Furthermore they believe this would help maintain a natural balance on the earth to have a continuos natural life cycle. The people who believe that cloning is right claim that it has invaluable use as it could benefit couples who are infertile and want to have a child of their own. Thus they could use cloning to produce a baby with their similar characteristics to them or furthermore they would be able to choose the characteristics of their child. The people who support cloning examine the religious aspect of cloning and how religion backs their argument.
They claim that anyone who believes that God exists knows that the human family began with one man, and that a wife, miraculously created from his own body and as unique and original a creation as Adam himself formed the first family. Though God’s creation of Eve was far from cloning, it is interesting to note that God’s own words say that he used Adams rib-bone and tissue to create Eve! The people who believe that cloning is ethical say this shows to us that God had to clone Adam to create Eve’s body structure.
The people opposed to cloning argue that they are not alone in their stand against it. Some of the most powerful people in the world have felt compelled to act against this threat. President Clinton swiftly imposed a ban on federal funding for human-cloning research. Bills were immediately put into the works in the House of Commons and all over the world to outlaw human-cloning which it takes to be a fundamentally evil thing that must be stopped. Even today many countries have made it illegal including Ireland, England and France.
The people against cloning even have the public on their side as was seen on the 10th March 1997 when Time magazine reported that a survey asking, “Cloning is it right,” found that 74% of the people interviewed thought it was wrong. The people against cloning claim that the physical damage that could be done if human cloning became a reality it is obvious when one looks at the sheer loss of life that occurred before the birth of Dolly. Less than 10% of the initial transfers survived to be healthy creatures.
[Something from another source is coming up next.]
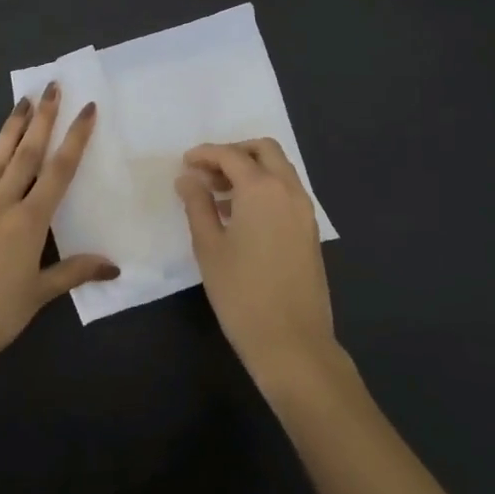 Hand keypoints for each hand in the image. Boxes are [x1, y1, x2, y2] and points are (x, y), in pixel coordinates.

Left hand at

There were 277 trial implants of nuclei, 19 of those were deemed healthy while the others were discarded. 5 of the 19 survived, but 4 of them died within 10 days of birth with sever abnormalities. Dolly was the only one to survive. Furthermore they claim that if those nuclei were human, “the cellular body count would look like sheer carnage. ” Another claim they make is that in addition to physical harms, there are worries about the psychological harms on cloned children. One of these is the loss of identity, or sense of individuality and uniqueness.
Many argue that cloning creates serious issues of identity and individuality and forces humans to consider the definition of self. Thus, leading to creation of genetically engineered groups of people for specific purposes and chances are that these individuals would be regarded as objects rather than people in the society. Furthermore the people who believe the argument against cloning primarily believe that cloning would intervene with the normal, “cycle of life. ” There would be large numbers of identical genes, which minimizes the chances of mutation, and in turn, evolution.
Life processes failing to evolve would result in untimely extinction of the human race. In conclusion, I would like to say that, as you have seen above, cloning could be used in various ways to benefit the lives of humans. It is inevitable that cloning, at some stage, will play an important, if not vital, part in our lives. Therefore it is about time in my opinion that society accepts this fact and lifts all constraints upon cloning so that more research can be carried out and help eliminate any risks associated with cloning.